On a beautiful spring day in downtown Tokyo, it is hard to process the sense of threat that Japan’s government feels on occasions about its strategic environment. North Korea has nuclear weapons and has twice mounted conventional force attacks on South Korean targets in the last year. China’s navy has been more visible in contested ocean waters, and around a disputed island territory, as it pursues a defense modernization unfaltering since 1978. Japanese sources talk of a more aggressive faction in the Chinese navy that the Communist Party leadership works hard to constrain. Russia has just installed new anti-ship missiles on the disputed Northern Territories. Rising oil prices put pressure on Japan’s already enfeebled economy. And it faces escalating cyber attacks.
The sense of alarm can only have been heightened when, this past week, the United States Secretary of State, Hillary Clinton, invoked the United States Congress to "put aside the humanitarian, do-good side of what we believe in.” She said, “Let's just talk straight realpolitik. We are in competition with China." While this is not news to the Japanese government, their sense of heightened alarm will come from an understanding of the way China’s leaders will react to the Clinton statement. It represents a fundamental abandonment of the soft rhetoric that the United States kept up for more than two years in the run-up to the state visit of China’s President Hu Jintao in January this year. The neo-cons in Washington, who spent so much effort in the first Bush Administration to compete with China in realpolitik terms, will be smiling.
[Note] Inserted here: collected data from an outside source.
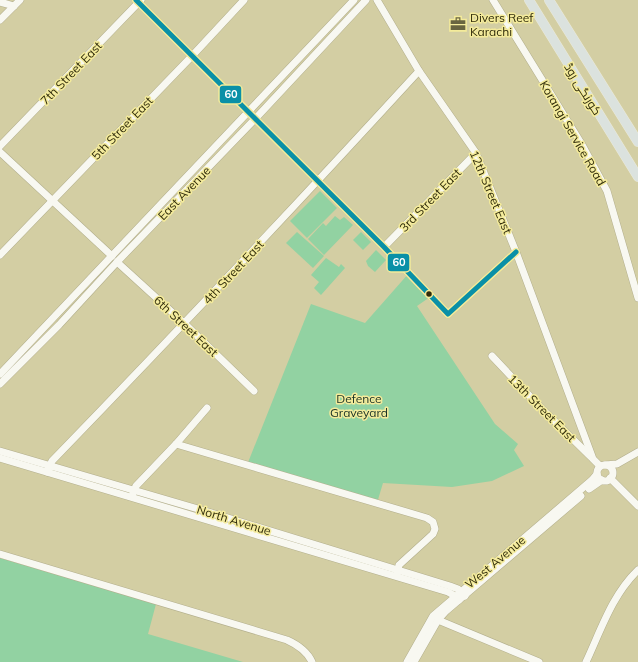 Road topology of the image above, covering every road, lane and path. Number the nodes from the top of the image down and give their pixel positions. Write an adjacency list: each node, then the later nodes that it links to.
1 (20, 0): 11 (street)
2 (244, 0): 13 (street, 5th Street East)
3 (354, 0): 15 (street, East Avenue)
4 (366, 0): 16 (street, East Avenue)
5 (377, 0): 14 (street, 12th Street East)
6 (494, 0): 28 (street, Korangi Service Road)
7 (529, 0): 21 (main road, کورنگی روڈ)
8 (550, 0): 17 (main road, کورنگی روڈ)
9 (138, 1): 13 (street); 18 (street, 7th Street East)
10 (0, 2): 11 (street)
11 (14, 6): 12 (street)
12 (0, 20)
13 (192, 56): 15 (street); 23 (street, 5th Street East)
14 (419, 71): 20 (street, 12th Street East); 22 (street, 4th Street East)
15 (248, 111): 16 (street); 27 (street, East Avenue)
16 (255, 119): 22 (street); 27 (street, East Avenue)
17 (638, 142)
18 (0, 146)
19 (0, 152): 23 (street, 6th Street East)
20 (476, 153): 24 (street, 3rd Street East); 25 (street, 12th Street East)
21 (638, 177)
22 (318, 182): 24 (street); 29 (street, 4th Street East)
23 (52, 200): 26 (street, 5th Street East); 27 (street, 6th Street East)
24 (384, 247): 25 (street)
25 (516, 252): 40 (street, 12th Street East)
26 (0, 255)
27 (115, 259): 29 (street, 6th Street East); 31 (street, East Avenue); 32 (street, East Avenue)
28 (638, 298)
29 (185, 324): 33 (street, 6th Street East); 42 (street, 4th Street East)
30 (492, 356): 40 (street, 13th Street East)
31 (0, 374)
32 (0, 384)
33 (254, 391)
34 (207, 408): 35 (street)
35 (176, 444): 44 (street); 48 (street)
36 (0, 451): 42 (street, North Avenue)
37 (638, 452): 41 (street)
38 (638, 457): 43 (street, West Avenue)
39 (0, 458): 42 (street, North Avenue)
40 (593, 459): 41 (street, 12th Street East)
41 (602, 466): 43 (street); 43 (street, 12th Street East)
42 (49, 469): 44 (street, North Avenue)
43 (605, 477): 45 (street); 49 (street, West Avenue)
44 (133, 494): 48 (street, North Avenue)
45 (638, 506)
46 (0, 554): 51 (street)
47 (638, 570): 55 (street)
48 (397, 574): 49 (street, North Avenue)
49 (460, 596): 50 (street, West Avenue); 52 (street, West Avenue)
50 (438, 620): 53 (street, West Avenue); 54 (street)
51 (312, 662)
52 (407, 662)
53 (414, 662)
54 (539, 662)
55 (586, 662) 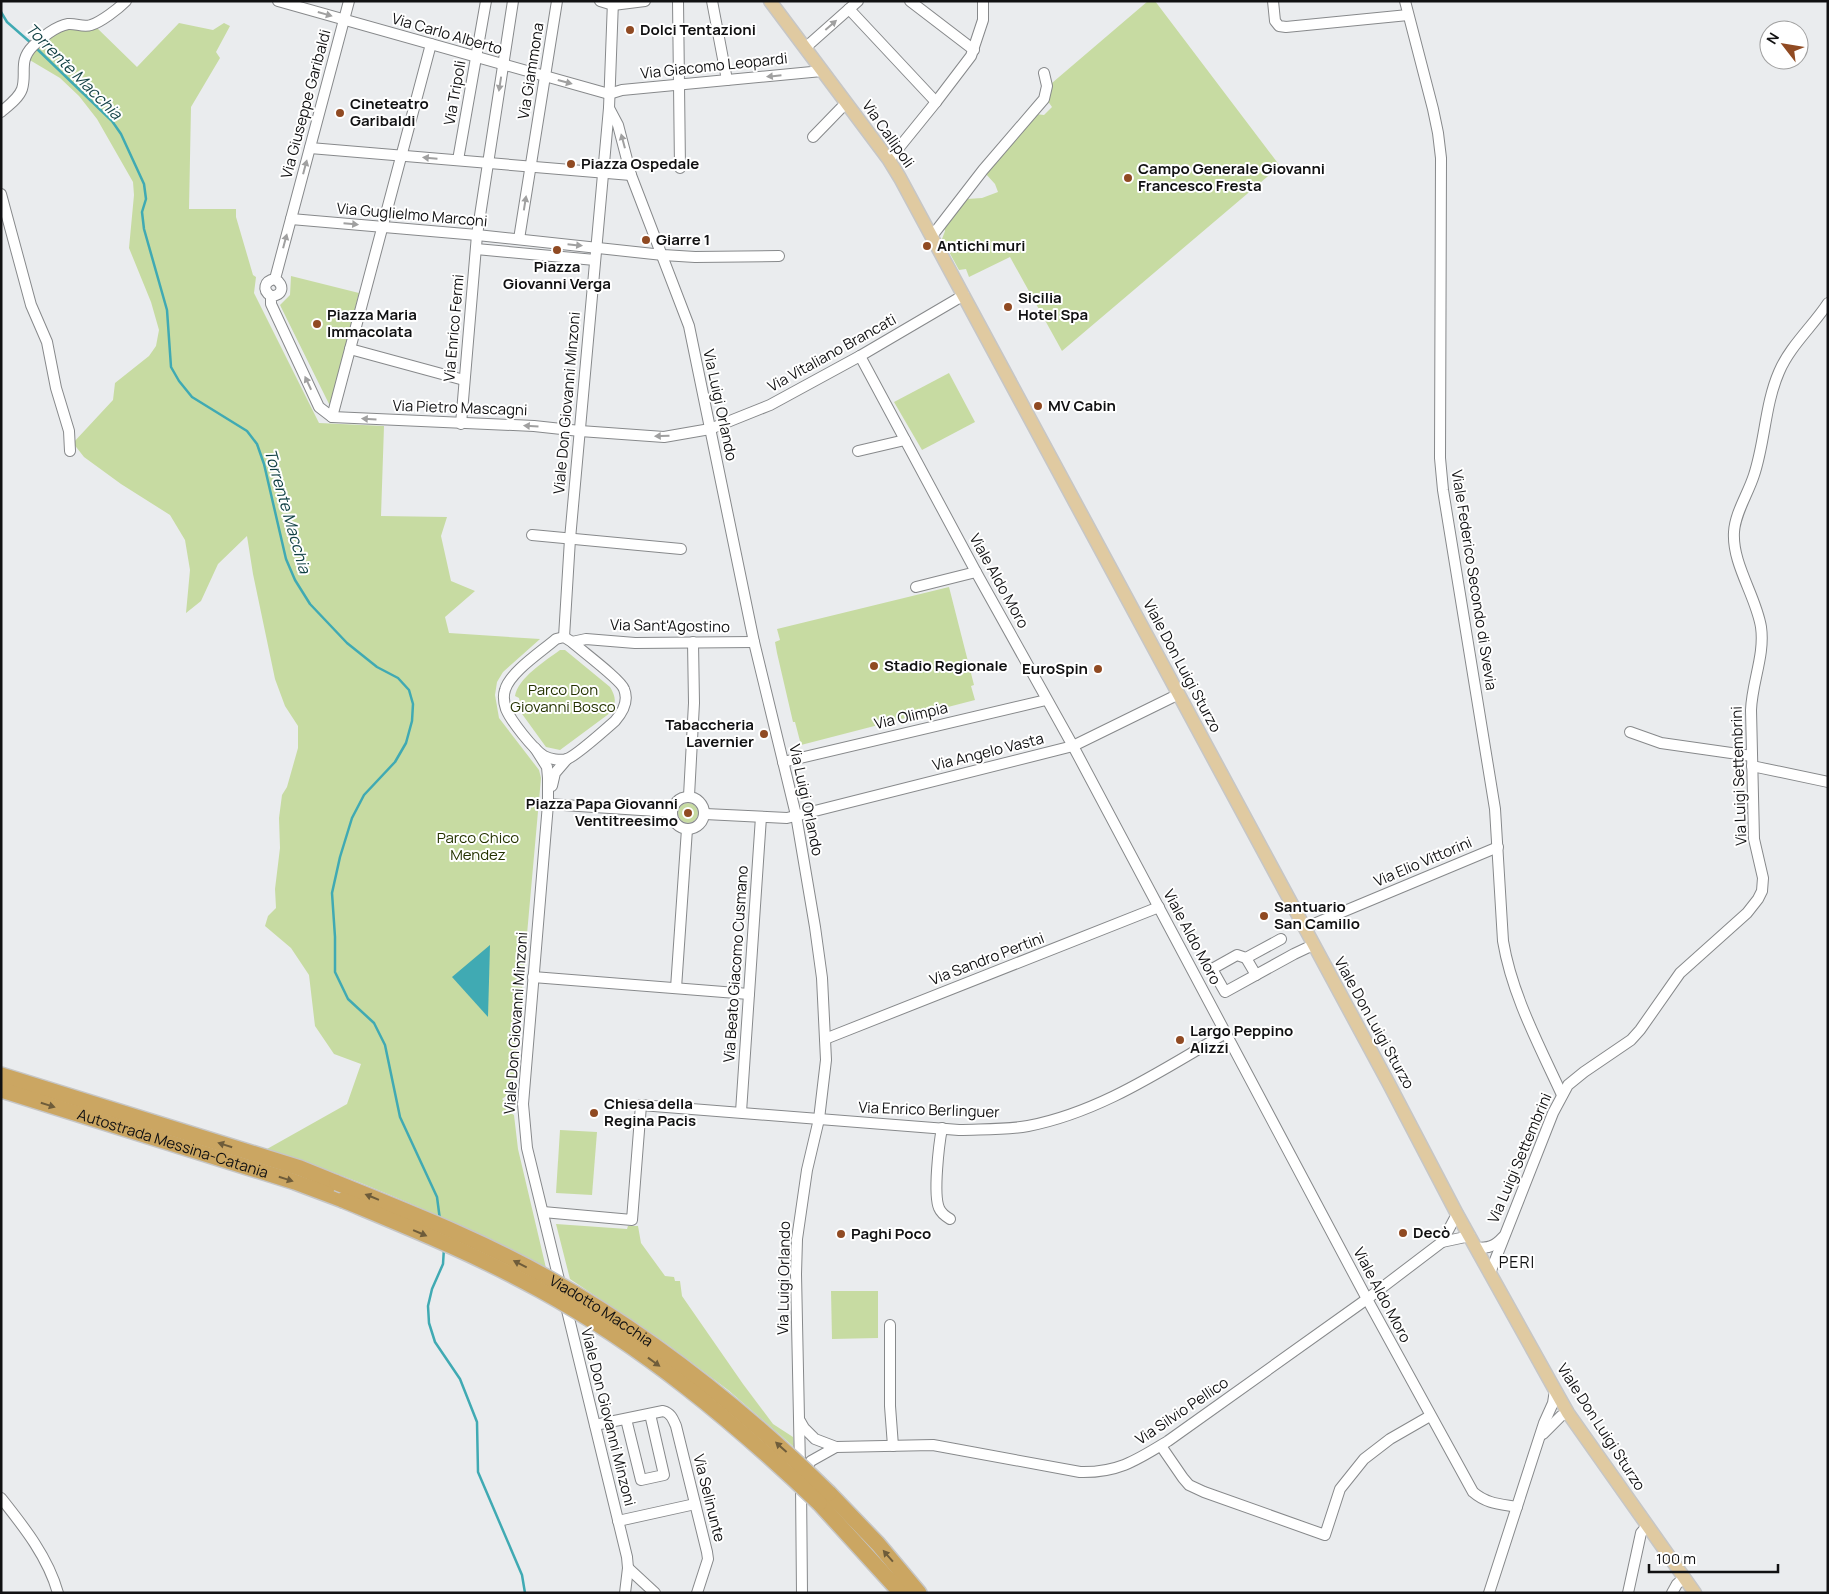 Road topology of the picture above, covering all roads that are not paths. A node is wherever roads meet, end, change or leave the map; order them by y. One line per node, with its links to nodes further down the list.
1 (126, 1): 35 (street)
2 (278, 1): 20 (street, Via Carlo Alberto, one-way to 20)
3 (350, 1): 20 (street, Via Giuseppe Garibaldi)
4 (486, 1): 24 (street, Via Tripoli)
5 (513, 1): 25 (street, Via Enrico Fermi)
6 (557, 1): 28 (street, Via Giammona)
7 (600, 1): 17 (street)
8 (645, 1): 17 (street)
9 (678, 1): 30 (street)
10 (712, 1): 29 (street)
11 (770, 1): 22 (main road, Via Callipoli)
12 (858, 1): 18 (street)
13 (910, 1): 23 (street)
14 (983, 1): 23 (street)
15 (1273, 1): 19 (street)
16 (1405, 1): 19 (street, Viale Federico Secondo di Svevia)
17 (613, 3): 31 (street, Viale Don Giovanni Minzoni)
18 (849, 9): 22 (street, one-way to 18); 32 (street)
19 (1408, 14): 93 (street, Viale Federico Secondo di Svevia)
20 (344, 20): 21 (street, Via Carlo Alberto); 37 (street, Via Giuseppe Garibaldi)
21 (431, 44): 24 (street, Via Carlo Alberto); 38 (street)
22 (805, 48): 26 (main road, Via Callipoli)
23 (974, 50): 32 (street)
24 (476, 57): 25 (street, Via Carlo Alberto); 39 (street, Via Tripoli)
25 (503, 65): 28 (street, Via Carlo Alberto); 41 (street, Via Enrico Fermi, one-way to 41)
26 (822, 71): 29 (street, Via Giacomo Leopardi, one-way to 29); 33 (main road, Via Callipoli)
27 (1044, 73): 50 (street)
28 (545, 77): 31 (street, Via Carlo Alberto, one-way to 31); 42 (street, Via Giammona)
29 (728, 80): 30 (street, Via Giacomo Leopardi)
30 (679, 86): 31 (street, Via Giacomo Leopardi); 43 (street)
31 (609, 94): 34 (street, Viale Don Giovanni Minzoni)
32 (936, 102): 40 (street)
33 (846, 103): 36 (street); 40 (main road, Via Callipoli)
34 (609, 108): 44 (street, Viale Don Giovanni Minzoni); 45 (street, Via Luigi Orlando, one-way to 34)
35 (1, 112)
36 (813, 137)
37 (310, 148): 38 (street); 47 (street, Via Giuseppe Garibaldi, one-way to 37)
38 (401, 156): 39 (street, one-way to 38); 48 (street)
39 (458, 160): 41 (street)
40 (889, 160): 50 (main road, Via Callipoli)
41 (487, 163): 42 (street); 49 (street, Via Enrico Fermi)
42 (531, 167): 44 (street); 51 (street, one-way to 42)
43 (680, 168)
44 (603, 175): 45 (street); 52 (street, Viale Don Giovanni Minzoni)
45 (632, 175): 54 (street, Via Luigi Orlando)
46 (1, 194): 67 (street)
47 (291, 216): 48 (street, Via Guglielmo Marconi, one-way to 48); 62 (street, Via Giuseppe Garibaldi, one-way to 47)
48 (382, 227): 49 (street, Via Guglielmo Marconi); 59 (street)
49 (477, 235): 51 (street, Via Guglielmo Marconi); 53 (street, Via Enrico Fermi)
50 (932, 236): 57 (main road, Via Callipoli)
51 (519, 239): 52 (street, Via Guglielmo Marconi, one-way to 52)
52 (596, 247): 54 (street); 56 (street, Viale Don Giovanni Minzoni)
53 (476, 248): 56 (street); 61 (street, Via Enrico Fermi)
54 (663, 255): 55 (street); 64 (street, Via Luigi Orlando)
55 (779, 256)
56 (595, 260): 65 (street, Viale Don Giovanni Minzoni)
57 (964, 295): 60 (street, Via Vitaliano Brancati); 77 (main road, Viale Don Luigi Sturzo)
58 (1828, 303): 83 (street, Via Luigi Settembrini)
59 (353, 350): 61 (street); 62 (street)
60 (860, 356): 64 (street, Via Vitaliano Brancati); 66 (street, Viale Aldo Moro)
61 (464, 380): 63 (street, Via Enrico Fermi)
62 (335, 417): 63 (street, Via Pietro Mascagni, one-way to 62)
63 (461, 424): 65 (street, Via Pietro Mascagni, one-way to 63)
64 (710, 428): 65 (street, Via Vitaliano Brancati, one-way to 65); 76 (street, Via Luigi Orlando)
65 (580, 431): 70 (street, Viale Don Giovanni Minzoni)
66 (905, 440): 68 (street); 72 (street, Viale Aldo Moro)
67 (70, 451)
68 (858, 451)
69 (532, 535): 70 (street)
70 (570, 539): 71 (street); 74 (street, Viale Don Giovanni Minzoni)
71 (681, 549)
72 (976, 572): 73 (street); 78 (street, Viale Aldo Moro)
73 (916, 588)
74 (567, 637): 75 (street, Via Sant'Agostino); 81 (street); 82 (street)
75 (693, 642): 76 (street, Via Sant'Agostino); 86 (street)
76 (754, 642): 84 (street, Via Luigi Orlando)
77 (1179, 694): 80 (street, Via Angelo Vasta); 95 (main road, Viale Don Luigi Sturzo)
78 (1046, 700): 80 (street, Viale Aldo Moro); 84 (street, Via Olimpia)
79 (1630, 732): 83 (street)
80 (1073, 746): 90 (street, Via Angelo Vasta); 94 (street, Viale Aldo Moro)
81 (535, 748): 82 (street); 87 (street)
82 (567, 759): 87 (street)
83 (1752, 761): 85 (street); 107 (street, Via Luigi Settembrini)
84 (783, 762): 90 (street, Via Luigi Orlando)
85 (1828, 782)
86 (689, 796): 88 (street); 89 (street)
87 (548, 804): 88 (street); 100 (street, Viale Don Giovanni Minzoni)
88 (667, 812): 92 (street)
89 (709, 814): 91 (street, Via Angelo Vasta); 92 (street)
90 (796, 815): 91 (street, Via Angelo Vasta); 104 (street, Via Luigi Orlando)
91 (761, 817): 102 (street, Via Beato Giacomo Cusmano)
92 (687, 834): 101 (street)
93 (1498, 847): 95 (street, Via Elio Vittorini); 107 (street, Viale Federico Secondo di Svevia)
94 (1159, 907): 103 (street, Viale Aldo Moro); 104 (street, Via Sandro Pertini)
95 (1304, 928): 97 (main road, Viale Don Luigi Sturzo)
96 (1282, 939): 98 (street)
97 (1314, 945): 99 (street); 114 (main road, Viale Don Luigi Sturzo)
98 (1246, 958): 99 (street); 99 (street)
99 (1256, 975)
100 (533, 977): 101 (street); 113 (street, Viale Don Giovanni Minzoni)
101 (676, 988): 102 (street)
102 (749, 994): 108 (street, Via Beato Giacomo Cusmano)
103 (1226, 1033): 110 (street, Via Enrico Berlinguer); 120 (street, Viale Aldo Moro)
104 (825, 1038): 109 (street, Via Luigi Orlando)
105 (1, 1075): 111 (highway, Autostrada Messina-Catania, one-way to 105)
106 (1, 1090): 112 (highway, Autostrada Messina-Catania, one-way to 112)
107 (1562, 1094): 116 (street, Via Luigi Settembrini)
108 (741, 1112): 109 (street, Via Enrico Berlinguer); 113 (street, Via Enrico Berlinguer)
109 (819, 1119): 110 (street, Via Enrico Berlinguer); 127 (street, Via Luigi Orlando)
110 (942, 1128): 115 (street)
111 (337, 1183): 137 (highway, Viadotto Macchia, one-way to 111, bridge)
112 (343, 1200): 137 (highway, Viadotto Macchia, one-way to 137, bridge)
113 (543, 1212): 128 (street, Viale Don Giovanni Minzoni)
114 (1457, 1214): 117 (street); 118 (main road, Viale Don Luigi Sturzo)
115 (950, 1219)
116 (1503, 1237): 118 (street); 119 (street, Via Luigi Settembrini)
117 (1442, 1242): 118 (street); 120 (street, Via Silvio Pellico)
118 (1473, 1242): 119 (main road, Viale Don Luigi Sturzo)
119 (1490, 1273): 122 (main road, Viale Don Luigi Sturzo)
120 (1367, 1299): 125 (street, Viale Aldo Moro); 132 (street, Via Silvio Pellico)
121 (890, 1325): 131 (street)
122 (1555, 1390): 123 (main road, Viale Don Luigi Sturzo); 129 (street)
123 (1568, 1413): 129 (street); 141 (main road, Viale Don Luigi Sturzo)
124 (650, 1414): 126 (street); 126 (street); 138 (street, Via Selinunte)
125 (1430, 1416): 132 (street); 139 (street, Viale Aldo Moro)
126 (626, 1419): 128 (street)
127 (800, 1421): 130 (street); 133 (street, Via Luigi Orlando)
128 (595, 1425): 140 (street, Viale Don Giovanni Minzoni)
129 (1539, 1438): 139 (street)
130 (832, 1445): 131 (street, Via Silvio Pellico); 133 (street, Via Silvio Pellico); 134 (street)
131 (893, 1446): 132 (street, Via Silvio Pellico)
132 (1161, 1446)
133 (800, 1448): 134 (street); 135 (street, Via Luigi Orlando)
134 (821, 1454): 135 (street)
135 (800, 1479): 148 (street, Via Luigi Orlando)
136 (1, 1498): 144 (street)
137 (824, 1498): 149 (highway); 150 (highway, one-way to 137)
138 (695, 1504): 140 (street); 147 (street, Via Selinunte)
139 (1517, 1507): 151 (street)
140 (618, 1521): 142 (street, Viale Don Giovanni Minzoni)
141 (1647, 1526): 143 (main road, Viale Don Luigi Sturzo); 152 (street)
142 (628, 1568): 145 (street, Viale Don Giovanni Minzoni); 146 (street)
143 (1684, 1578): 153 (street); 154 (main road, Viale Don Luigi Sturzo)
144 (58, 1593)
145 (625, 1593)
146 (655, 1593)
147 (697, 1593)
148 (802, 1593)
149 (901, 1593)
150 (919, 1593)
151 (1488, 1593)
152 (1628, 1593)
153 (1672, 1593)
154 (1695, 1593)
The United States has hardened its position on China because of the latter’s growing cyber warfare and space capabilities. "Advances by the Chinese military in cyber and anti-satellite warfare pose a potential challenge to the ability of our forces to operate and communicate in this part of the Pacific," Defense Secretary Robert Gates told a Japanese audience on 13 January in Tokyo.
That anodyne statement brings out into the open the growing mistrust of China in the United States because of its relentless cyber operations against American targets.
Japan and the United States have formalized a cyber alliance which, according to one source, commits both sides to renouncing cyber operations against the other. If true, and it may not be, this would be a significant first in international relations. Japan’s 2010 Defense Guidelines elevate cyber warfare capabilities to a new level. In a white paper issued in May 2010 by the Information Security Policy Council, Japan made plain its need to prepare for cyber war directed at its critical infrastructure.
One reference point for Japan’s heightened concern is a series of coordinated attacks on its allies in 2009. According to Professor Motohiro Tsuchiya: “In 2009, massive scale of cyber attacks was recorded in the U.S. and South Korea, including the Department of Defense (DOD), the U.S. Congress, the Treasury, the Department of Homeland Security (DHS), Federal Trade Commission (FTC), New York Stock Exchange (NYSE), Washington Post, among others.”
The right response to cyber threats of any kind, according to Professor Eva Vincze of George Washington University, has many levels. Affirming that technology by itself is insufficient, and emphasizing the human factor, she calls for international consultations with stakeholders with a view to improving communication based on span trust.
So where does that leave Japan? It must work, as other countries are also now realizing, to mount a diplomacy of cyber security, or cyber diplomacy. This will need to engage the countries, like China, North Korea and Russia, that Japan mistrusts most. Japan will need to construct a cyber arms control agenda, including confidence building measures, with its neighbors.